• [PROBLEM DESCRIPTION]: Transcribe all the data, leaving each word as it is.

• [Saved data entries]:
════════════════════
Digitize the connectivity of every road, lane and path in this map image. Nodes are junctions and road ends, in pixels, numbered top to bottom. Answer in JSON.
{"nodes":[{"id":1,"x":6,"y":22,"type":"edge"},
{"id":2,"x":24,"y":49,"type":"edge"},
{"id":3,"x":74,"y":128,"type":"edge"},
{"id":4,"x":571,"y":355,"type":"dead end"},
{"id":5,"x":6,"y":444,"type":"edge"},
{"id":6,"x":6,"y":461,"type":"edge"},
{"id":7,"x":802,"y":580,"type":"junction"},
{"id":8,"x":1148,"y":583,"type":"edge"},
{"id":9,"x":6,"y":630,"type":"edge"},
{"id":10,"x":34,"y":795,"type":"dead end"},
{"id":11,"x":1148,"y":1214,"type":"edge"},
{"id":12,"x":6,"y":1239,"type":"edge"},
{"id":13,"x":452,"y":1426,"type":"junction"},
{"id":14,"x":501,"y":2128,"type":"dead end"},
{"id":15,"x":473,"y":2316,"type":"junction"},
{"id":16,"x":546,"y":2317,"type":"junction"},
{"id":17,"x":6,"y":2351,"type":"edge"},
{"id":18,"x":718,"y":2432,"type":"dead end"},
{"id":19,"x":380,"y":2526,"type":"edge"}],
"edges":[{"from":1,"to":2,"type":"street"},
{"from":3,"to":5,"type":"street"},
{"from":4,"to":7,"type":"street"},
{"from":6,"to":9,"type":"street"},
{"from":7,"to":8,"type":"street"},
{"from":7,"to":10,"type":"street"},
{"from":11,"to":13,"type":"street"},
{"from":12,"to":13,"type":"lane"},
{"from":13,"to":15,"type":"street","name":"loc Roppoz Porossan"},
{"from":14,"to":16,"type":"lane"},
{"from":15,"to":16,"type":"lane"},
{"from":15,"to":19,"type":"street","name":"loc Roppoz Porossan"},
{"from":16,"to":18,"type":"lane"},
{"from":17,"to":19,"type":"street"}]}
════════════════════
• [ANSWER]:
Digitize the connectivity of every road, lane and path in this map image. Nodes are junctions and road ends, in pixels, numbered top to bottom. Answer in JSON.
{"nodes":[{"id":1,"x":6,"y":22,"type":"edge"},
{"id":2,"x":24,"y":49,"type":"edge"},
{"id":3,"x":74,"y":128,"type":"edge"},
{"id":4,"x":571,"y":355,"type":"dead end"},
{"id":5,"x":6,"y":444,"type":"edge"},
{"id":6,"x":6,"y":461,"type":"edge"},
{"id":7,"x":802,"y":580,"type":"junction"},
{"id":8,"x":1148,"y":583,"type":"edge"},
{"id":9,"x":6,"y":630,"type":"edge"},
{"id":10,"x":34,"y":795,"type":"dead end"},
{"id":11,"x":1148,"y":1214,"type":"edge"},
{"id":12,"x":6,"y":1239,"type":"edge"},
{"id":13,"x":452,"y":1426,"type":"junction"},
{"id":14,"x":501,"y":2128,"type":"dead end"},
{"id":15,"x":473,"y":2316,"type":"junction"},
{"id":16,"x":546,"y":2317,"type":"junction"},
{"id":17,"x":6,"y":2351,"type":"edge"},
{"id":18,"x":718,"y":2432,"type":"dead end"},
{"id":19,"x":380,"y":2526,"type":"edge"}],
"edges":[{"from":1,"to":2,"type":"street"},
{"from":3,"to":5,"type":"street"},
{"from":4,"to":7,"type":"street"},
{"from":6,"to":9,"type":"street"},
{"from":7,"to":8,"type":"street"},
{"from":7,"to":10,"type":"street"},
{"from":11,"to":13,"type":"street"},
{"from":12,"to":13,"type":"lane"},
{"from":13,"to":15,"type":"street","name":"loc Roppoz Porossan"},
{"from":14,"to":16,"type":"lane"},
{"from":15,"to":16,"type":"lane"},
{"from":15,"to":19,"type":"street","name":"loc Roppoz Porossan"},
{"from":16,"to":18,"type":"lane"},
{"from":17,"to":19,"type":"street"}]}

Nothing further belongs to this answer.